Robert sent in this link – https://crev.info/2020/04/surprising-fossils-dinosaurs/ … three related stories that have already been posted on the News. Dinosaur footprints in a cave is the most ambiguous of those David Coppedge has brought together in a single post. His geology is 100 per cent Biblical flood related – but don't let that put you off. He begins with a little rant and says paleontologists force fit every bone, every piece of amber with an insect inside, and every fossil into their own creation myth – the uniformitarian model and timescale. This is obvious when any new bit of information emerges – it has to be compartmentalised. Not sure Coppedge is entirely right though as far as conformity is concerned, and humnas seem to need boxes in which to put things so they can be labelled and stacked away. It's keeping the house tidy – getting rid of the clutter. If something cannot be explained better it is boxed up and forgotten until some new information turns up. It's what we do as people and scientists are no different.

Anyway, the stories themselves are interesting – footprints of a giant dinosaur found in a cave in France. Actually, found on the roof of a cave. This is the best part of the story. How do you get footprints on the roof of a cave. The answer of course has a geological explanation – the sediments in which the footprints were made have been buried and and tilted. The footprints have been dated at 60 million years ago and at that time were at the surface. Time, and a succession of catastrophic events have skewed the deposit and hollowed out the cave. The footprints are now 500m under ground and it is a fact dinosaur footprints have been found in mines and in tunnels (but rarely in a cave we are told).

The second anomaly concerns the Karoo fire walkers. Trackways of bidped dinosaurs and mammals within a deposit that includes lava (from a volcanic eruption) and water (which played an unknown role). Does this not sound like the Biblical flood he asks – like a flood came and quickly buried the footprints during a tectonic upheaval. It might be evidence of a catastrophe but probably has nothing to do with Noah and his flood. You would have to concertina a lot of geology to get there. Of course, mainstream geologists intepret in a gentle manner – slowly and gradually as far as time scale is concerned. It occurred in a seasonally dry climate as a result of a flash flood (itself sort of catastrophic but extremely muted in scope). It requires the flash flood to have periodically washed over the landescaped and repeated eruptions of basaltic lava flows. Instead of 'repeated' flash floods and eruptions of lava why not a single catastrophic event of some magnitude. Coppedge is quite in his right to criticise the mainstream explanation – and it seems it is mainly creationists that are providing any kind of resistance to the entrenched geological scenario.

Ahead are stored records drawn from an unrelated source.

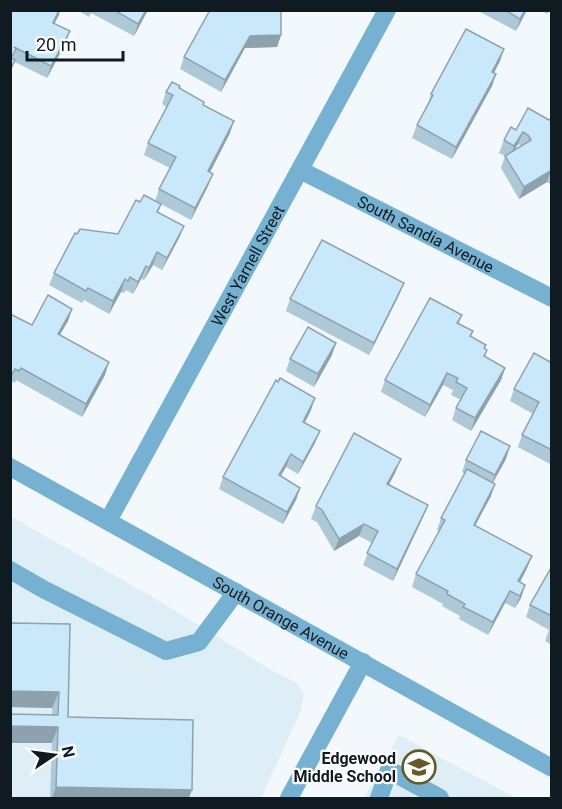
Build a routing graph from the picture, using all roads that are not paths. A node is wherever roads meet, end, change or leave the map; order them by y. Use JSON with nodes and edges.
{"nodes":[{"id":1,"x":387,"y":10,"type":"edge"},
{"id":2,"x":300,"y":170,"type":"junction"},
{"id":3,"x":552,"y":298,"type":"edge"},
{"id":4,"x":10,"y":467,"type":"edge"},
{"id":5,"x":108,"y":521,"type":"junction"},
{"id":6,"x":10,"y":570,"type":"edge"},
{"id":7,"x":236,"y":592,"type":"junction"},
{"id":8,"x":363,"y":662,"type":"junction"},
{"id":9,"x":552,"y":768,"type":"edge"},
{"id":10,"x":289,"y":798,"type":"edge"},
{"id":11,"x":379,"y":798,"type":"edge"},
{"id":12,"x":440,"y":798,"type":"edge"}],
"edges":[{"from":1,"to":2,"type":"street","name":"West Yarnell Street"},
{"from":2,"to":3,"type":"street","name":"South Sandia Avenue"},
{"from":2,"to":5,"type":"street","name":"West Yarnell Street"},
{"from":4,"to":5,"type":"street","name":"South Orange Avenue"},
{"from":5,"to":7,"type":"street","name":"South Orange Avenue"},
{"from":6,"to":7,"type":"street"},
{"from":7,"to":8,"type":"street","name":"South Orange Avenue"},
{"from":8,"to":9,"type":"street","name":"South Orange Avenue"},
{"from":8,"to":10,"type":"street"},
{"from":11,"to":12,"type":"street"}]}
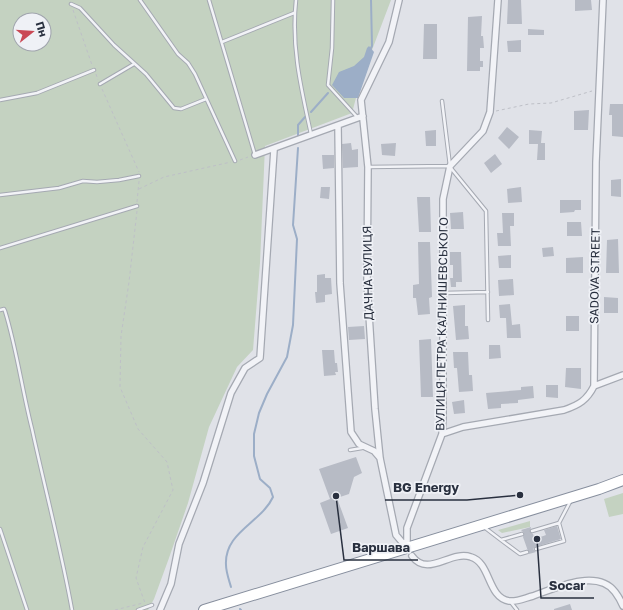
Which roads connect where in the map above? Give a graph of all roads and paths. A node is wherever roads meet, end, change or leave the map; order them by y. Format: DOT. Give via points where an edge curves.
graph roads {
  1 [pos="146,0"];
  2 [pos="209,0"];
  3 [pos="296,0"];
  4 [pos="333,0"];
  5 [pos="399,0"];
  6 [pos="498,0"];
  7 [pos="603,0"];
  8 [pos="140,1"];
  9 [pos="71,4"];
  10 [pos="294,13"];
  11 [pos="222,42"];
  12 [pos="134,64"];
  13 [pos="94,70"];
  14 [pos="100,84"];
  15 [pos="599,89"];
  16 [pos="206,99"];
  17 [pos="0,100"];
  18 [pos="442,101"];
  19 [pos="490,112"];
  20 [pos="361,117"];
  21 [pos="338,126"];
  22 [pos="312,136"];
  23 [pos="274,150"];
  24 [pos="255,155"];
  25 [pos="235,161"];
  26 [pos="450,166"];
  27 [pos="368,167"];
  28 [pos="139,176"];
  29 [pos="138,189"];
  30 [pos="0,195"];
  31 [pos="137,206"];
  32 [pos="0,248"];
  33 [pos="488,292"];
  34 [pos="444,293"];
  35 [pos="0,310"];
  36 [pos="488,320"];
  37 [pos="623,375"];
  38 [pos="594,386"];
  39 [pos="442,434"];
  40 [pos="365,447"];
  41 [pos="350,450"];
  42 [pos="380,458"];
  43 [pos="623,480"];
  44 [pos="573,496"];
  45 [pos="559,523"];
  46 [pos="480,525"];
  47 [pos="0,529"];
  48 [pos="532,531"];
  49 [pos="522,534"];
  50 [pos="501,540"];
  51 [pos="536,549"];
  52 [pos="410,552"];
  53 [pos="527,552"];
  54 [pos="509,601"];
  55 [pos="144,602"];
  56 [pos="152,606"];
  57 [pos="623,606"];
  58 [pos="223,607"];
  59 [pos="27,610"];
  60 [pos="72,610"];
  61 [pos="115,610"];
  62 [pos="138,610"];
  63 [pos="160,610"];
  64 [pos="204,610"];
  65 [pos="517,610"];
  1 -- 8 [label="lane"];
  2 -- 11 [label="lane"];
  3 -- 10 [label="lane"];
  4 -- 20 [label="lane" via="328,85"];
  5 -- 20 [label="street, ДАЧНА ВУЛИЦЯ" via="389,42 362,100"];
  6 -- 19 [label="street"];
  7 -- 15 [label="street, SADOVA STREET"];
  8 -- 16 [label="lane" via="192,70"];
  9 -- 12 [label="lane" via="80,8"];
  9 -- 13 [label="path"];
  10 -- 11 [label="lane"];
  10 -- 22 [label="lane" via="298,76"];
  11 -- 24 [label="lane"];
  12 -- 14 [label="lane"];
  12 -- 16 [label="lane" via="146,74 174,108 181,109"];
  13 -- 14 [label="path"];
  13 -- 17 [label="lane" via="37,93"];
  14 -- 28 [label="path" via="139,170"];
  15 -- 19 [label="path" via="551,103 529,104"];
  15 -- 38 [label="street, SADOVA STREET"];
  16 -- 25 [label="lane"];
  18 -- 26 [label="lane"];
  19 -- 26 [label="street" via="482,131"];
  20 -- 21 [label="street"];
  20 -- 27 [label="street, ДАЧНА ВУЛИЦЯ"];
  21 -- 22 [label="street"];
  21 -- 40 [label="street" via="340,283 351,432 359,444"];
  22 -- 23 [label="street"];
  23 -- 24 [label="street"];
  23 -- 63 [label="street" via="260,358 245,368 230,393 203,484 179,544 170,584"];
  24 -- 25 [label="path"];
  25 -- 29 [label="path" via="164,178"];
  26 -- 27 [label="lane"];
  26 -- 33 [label="lane" via="486,211"];
  26 -- 34 [label="street, ВУЛИЦЯ ПЕТРА КАЛНИШЕВСЬКОГО" via="443,199"];
  27 -- 42 [label="street, ДАЧНА ВУЛИЦЯ" via="367,283"];
  28 -- 29 [label="path"];
  28 -- 30 [label="lane" via="112,181 83,181 59,188"];
  29 -- 31 [label="path"];
  31 -- 32 [label="lane"];
  31 -- 55 [label="path" via="130,282 120,336 120,387 138,429 167,462 173,490 143,547 136,578"];
  33 -- 34 [label="lane"];
  33 -- 36 [label="lane"];
  34 -- 39 [label="street, ВУЛИЦЯ ПЕТРА КАЛНИШЕВСЬКОГО"];
  35 -- 60 [label="lane" via="5,311 14,342"];
  37 -- 38 [label="street"];
  38 -- 39 [label="street" via="588,397 579,405 564,410"];
  39 -- 52 [label="street, ВУЛИЦЯ ПЕТРА КАЛНИШЕВСЬКОГО" via="407,528"];
  40 -- 41 [label="lane"];
  40 -- 42 [label="street" via="374,451"];
  42 -- 52 [label="street, ДАЧНА ВУЛИЦЯ" via="384,489 396,535"];
  43 -- 44 [label="highway"];
  44 -- 45 [label="lane"];
  44 -- 46 [label="highway"];
  45 -- 48 [label="lane"];
  45 -- 51 [label="lane" via="564,540"];
  46 -- 50 [label="lane"];
  46 -- 52 [label="highway"];
  47 -- 59 [label="lane"];
  49 -- 50 [label="lane"];
  50 -- 53 [label="lane" via="520,554"];
  52 -- 54 [label="street" via="418,562 426,565 460,556 473,558 485,570 498,594"];
  52 -- 58 [label="highway"];
  54 -- 57 [label="street" via="519,601 584,580 606,585 615,592"];
  54 -- 65 [label="lane"];
  55 -- 56 [label="path"];
  55 -- 61 [label="path"];
  56 -- 62 [label="lane"];
  58 -- 64 [label="highway"];
}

The third story involves a lizard head entombed in amber. Coppedge makes the point that it was initially identifed as the head of a humming bird like creature. It was found in Cretaceous sediments and this is thought prior to the appearance of such birds as the dinosaurs ruled the landscape and only after their demise did birds evolve. Seems like we've been here before with mammal fossils found in contexts that one could attribute to the K/T boundary event. If geology is basically a record of a succession of catastrophic events, many of them global in scope, then we do not have a complete evolutionary record – or when mammals and birds first appeared. We only know about those points in time when they died. However, Coppedge raises another interesting point. He says they are still forcing uncooperative evidence into the timescale and have been doing this for well over a century. In other words, he is sceptical of its change of creature, from bird to lizard. Lizards lived during the dinosaur era but birds are not thought to have done so. So, what is it, a bird or a lizard? An interesting idea. Must say it has never occurred to me and I try to be as sceptical as possible.